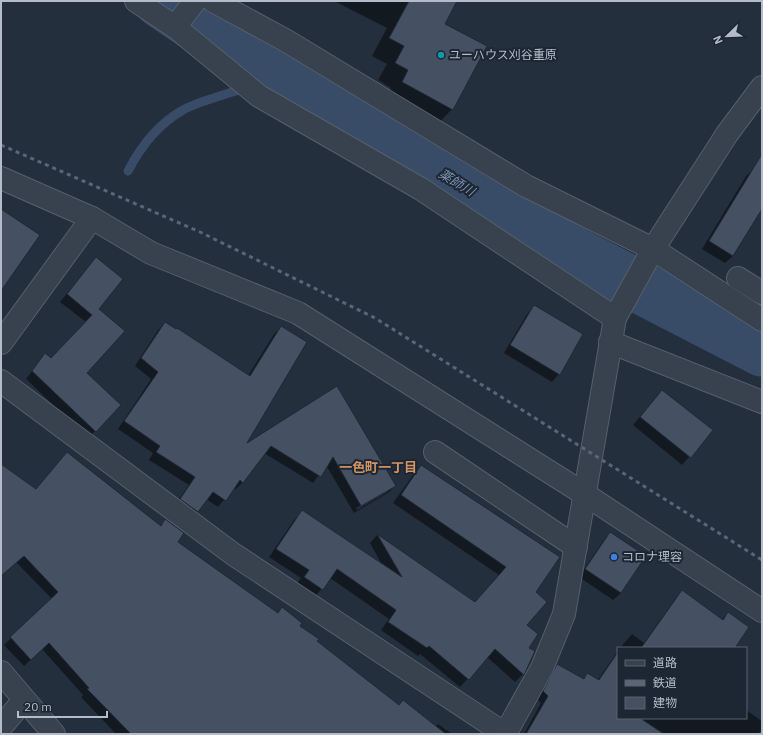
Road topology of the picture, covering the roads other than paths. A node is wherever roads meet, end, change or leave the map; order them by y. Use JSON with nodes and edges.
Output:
{"nodes":[{"id":1,"x":136,"y":1,"type":"edge"},
{"id":2,"x":194,"y":1,"type":"edge"},
{"id":3,"x":213,"y":1,"type":"edge"},
{"id":4,"x":175,"y":26,"type":"junction"},
{"id":5,"x":762,"y":87,"type":"edge"},
{"id":6,"x":1,"y":178,"type":"edge"},
{"id":7,"x":92,"y":218,"type":"junction"},
{"id":8,"x":653,"y":249,"type":"junction"},
{"id":9,"x":738,"y":278,"type":"dead end"},
{"id":10,"x":762,"y":293,"type":"edge"},
{"id":11,"x":615,"y":318,"type":"junction"},
{"id":12,"x":762,"y":320,"type":"edge"},
{"id":13,"x":610,"y":342,"type":"junction"},
{"id":14,"x":1,"y":343,"type":"edge"},
{"id":15,"x":1,"y":381,"type":"edge"},
{"id":16,"x":762,"y":402,"type":"edge"},
{"id":17,"x":435,"y":452,"type":"dead end"},
{"id":18,"x":586,"y":495,"type":"junction"},
{"id":19,"x":576,"y":546,"type":"junction"},
{"id":20,"x":762,"y":611,"type":"edge"},
{"id":21,"x":1,"y":672,"type":"edge"},
{"id":22,"x":24,"y":700,"type":"junction"},
{"id":23,"x":1,"y":727,"type":"edge"},
{"id":24,"x":54,"y":734,"type":"edge"},
{"id":25,"x":505,"y":734,"type":"edge"}],
"edges":[{"from":1,"to":4,"type":"street"},
{"from":2,"to":4,"type":"street"},
{"from":3,"to":8,"type":"street"},
{"from":4,"to":11,"type":"street"},
{"from":5,"to":8,"type":"street"},
{"from":6,"to":7,"type":"street"},
{"from":7,"to":14,"type":"street"},
{"from":7,"to":18,"type":"street"},
{"from":8,"to":11,"type":"street"},
{"from":8,"to":12,"type":"street"},
{"from":9,"to":10,"type":"street"},
{"from":11,"to":13,"type":"street"},
{"from":13,"to":16,"type":"street"},
{"from":13,"to":18,"type":"street"},
{"from":15,"to":25,"type":"street"},
{"from":17,"to":19,"type":"street"},
{"from":18,"to":19,"type":"street"},
{"from":18,"to":20,"type":"street"},
{"from":19,"to":25,"type":"street"},
{"from":21,"to":22,"type":"street"},
{"from":22,"to":23,"type":"street"},
{"from":22,"to":24,"type":"street"}]}
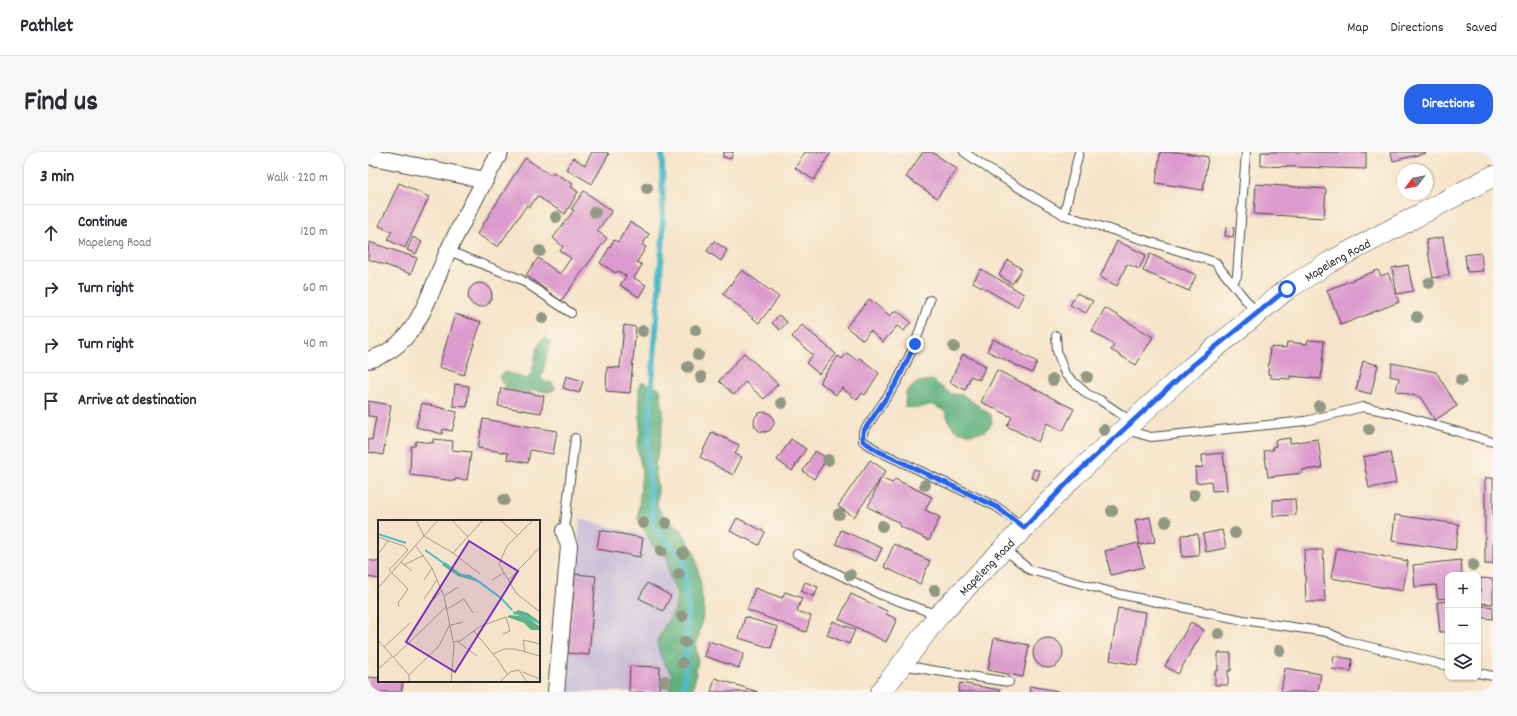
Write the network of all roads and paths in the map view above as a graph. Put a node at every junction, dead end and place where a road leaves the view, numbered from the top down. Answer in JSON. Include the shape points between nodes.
{"nodes":[{"id":1,"x":500,"y":152,"type":"edge"},
{"id":2,"x":964,"y":152,"type":"edge"},
{"id":3,"x":1079,"y":152,"type":"edge"},
{"id":4,"x":1246,"y":152,"type":"edge"},
{"id":5,"x":368,"y":156,"type":"edge"},
{"id":6,"x":1493,"y":176,"type":"edge"},
{"id":7,"x":485,"y":180,"type":"junction"},
{"id":8,"x":1064,"y":215,"type":"junction"},
{"id":9,"x":449,"y":251,"type":"junction"},
{"id":10,"x":1233,"y":283,"type":"junction"},
{"id":11,"x":930,"y":300,"type":"dead end"},
{"id":12,"x":571,"y":313,"type":"dead end"},
{"id":13,"x":1258,"y":314,"type":"junction"},
{"id":14,"x":1056,"y":336,"type":"dead end"},
{"id":15,"x":368,"y":360,"type":"edge"},
{"id":16,"x":1129,"y":426,"type":"junction"},
{"id":17,"x":575,"y":438,"type":"dead end"},
{"id":18,"x":1493,"y":442,"type":"edge"},
{"id":19,"x":1024,"y":528,"type":"junction"},
{"id":20,"x":564,"y":531,"type":"joint"},
{"id":21,"x":1004,"y":548,"type":"junction"},
{"id":22,"x":797,"y":554,"type":"dead end"},
{"id":23,"x":939,"y":615,"type":"junction"},
{"id":24,"x":900,"y":664,"type":"junction"},
{"id":25,"x":1445,"y":665,"type":"edge"},
{"id":26,"x":1481,"y":674,"type":"edge"},
{"id":27,"x":1493,"y":676,"type":"edge"},
{"id":28,"x":1009,"y":682,"type":"dead end"},
{"id":29,"x":556,"y":692,"type":"edge"},
{"id":30,"x":881,"y":692,"type":"edge"}],
"edges":[{"from":1,"to":7,"type":"street"},
{"from":2,"to":8,"type":"lane"},
{"from":3,"to":8,"type":"lane"},
{"from":4,"to":10,"type":"lane","via":[[1237,276]]},
{"from":5,"to":7,"type":"street"},
{"from":6,"to":13,"type":"street","name":"Mapeleng Road","via":[[1330,262],[1287,289]]},
{"from":7,"to":9,"type":"street"},
{"from":8,"to":10,"type":"lane","via":[[1214,262]]},
{"from":9,"to":12,"type":"lane","via":[[520,279]]},
{"from":9,"to":15,"type":"street","via":[[427,305],[404,340],[383,355]]},
{"from":10,"to":13,"type":"lane"},
{"from":11,"to":19,"type":"lane","via":[[915,344],[897,382],[863,432],[863,441],[878,451],[997,507]]},
{"from":13,"to":16,"type":"street","name":"Mapeleng Road","via":[[1192,366]]},
{"from":14,"to":16,"type":"lane","via":[[1056,351],[1066,374],[1087,394],[1100,400]]},
{"from":16,"to":18,"type":"lane","via":[[1151,437],[1305,421],[1363,408],[1389,412]]},
{"from":16,"to":19,"type":"street","name":"Mapeleng Road","via":[[1074,476]]},
{"from":17,"to":20,"type":"lane"},
{"from":19,"to":21,"type":"street","name":"Mapeleng Road"},
{"from":20,"to":29,"type":"street","via":[[569,546]]},
{"from":21,"to":23,"type":"street","name":"Mapeleng Road"},
{"from":21,"to":25,"type":"lane","via":[[1030,570],[1119,594],[1219,615],[1327,632],[1346,641]]},
{"from":22,"to":23,"type":"lane","via":[[879,594]]},
{"from":23,"to":24,"type":"street","name":"Mapeleng Road"},
{"from":24,"to":28,"type":"lane"},
{"from":24,"to":30,"type":"street","name":"Mapeleng Road"},
{"from":26,"to":27,"type":"lane"}]}
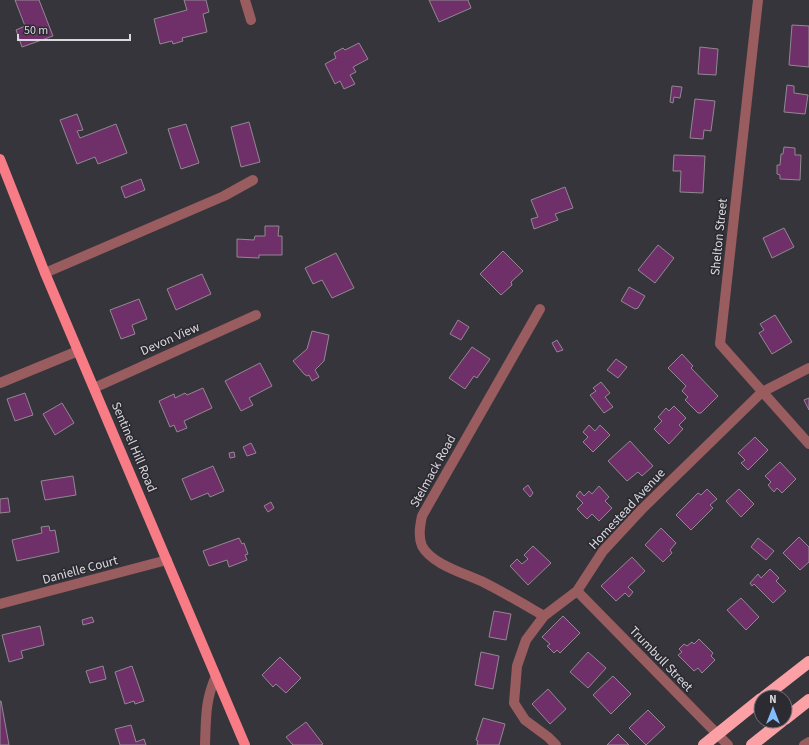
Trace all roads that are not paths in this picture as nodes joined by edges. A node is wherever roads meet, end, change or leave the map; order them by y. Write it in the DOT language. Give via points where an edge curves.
graph roads {
  1 [pos="245,0"];
  2 [pos="758,0"];
  3 [pos="251,20"];
  4 [pos="0,160"];
  5 [pos="252,180"];
  6 [pos="45,273"];
  7 [pos="540,310"];
  8 [pos="256,315"];
  9 [pos="78,351"];
  10 [pos="809,368"];
  11 [pos="0,382"];
  12 [pos="94,388"];
  13 [pos="762,392"];
  14 [pos="809,444"];
  15 [pos="167,560"];
  16 [pos="577,591"];
  17 [pos="0,604"];
  18 [pos="544,616"];
  19 [pos="809,662"];
  20 [pos="216,676"];
  21 [pos="774,689"];
  22 [pos="809,700"];
  23 [pos="753,705"];
  24 [pos="793,713"];
  25 [pos="772,729"];
  26 [pos="716,734"];
  27 [pos="809,742"];
  28 [pos="205,745"];
  29 [pos="245,745"];
  30 [pos="556,745"];
  31 [pos="704,745"];
  32 [pos="728,745"];
  33 [pos="752,745"];
  34 [pos="804,745"];
  1 -- 3 [label="street"];
  2 -- 13 [label="street, Shelton Street" via="720,344"];
  4 -- 6 [label="main road, Sentinel Hill Road"];
  5 -- 6 [label="street" via="224,196"];
  6 -- 9 [label="main road, Sentinel Hill Road"];
  7 -- 18 [label="street, Stelmack Road" via="422,516 419,531 422,546 432,557 484,582"];
  8 -- 12 [label="street, Devon View"];
  9 -- 11 [label="street"];
  9 -- 12 [label="main road, Sentinel Hill Road"];
  10 -- 13 [label="street, Homestead Avenue"];
  12 -- 15 [label="main road, Sentinel Hill Road"];
  13 -- 14 [label="street, Shelton Street"];
  13 -- 16 [label="street, Homestead Avenue" via="642,509 603,551"];
  15 -- 17 [label="street, Danielle Court"];
  15 -- 20 [label="main road, Sentinel Hill Road"];
  16 -- 18 [label="street, Homestead Avenue"];
  16 -- 26 [label="street, Trumbull Street"];
  18 -- 30 [label="street, Homestead Avenue" via="526,640 517,666 514,703 525,720"];
  19 -- 21 [label="highway"];
  20 -- 28 [label="street" via="208,692"];
  20 -- 29 [label="main road, Sentinel Hill Road"];
  22 -- 24 [label="highway"];
  23 -- 26 [label="highway"];
  25 -- 33 [label="highway"];
  26 -- 31 [label="highway"];
  26 -- 32 [label="street, Trumbull Street"];
  27 -- 34 [label="street"];
}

________

### Exercise
Go through the listing above, and whenever a line holds the word "points", copy it.

### Answer for the task
Write the network of all roads and paths in the map view above as a graph. Put a node at every junction, dead end and place where a road leaves the view, numbered from the top down. Answer in JSON. Include the shape points between nodes.
Trace all roads that are not paths in this picture as nodes joined by edges. A node is wherever roads meet, end, change or leave the map; order them by y. Write it in the DOT language. Give via points where an edge curves.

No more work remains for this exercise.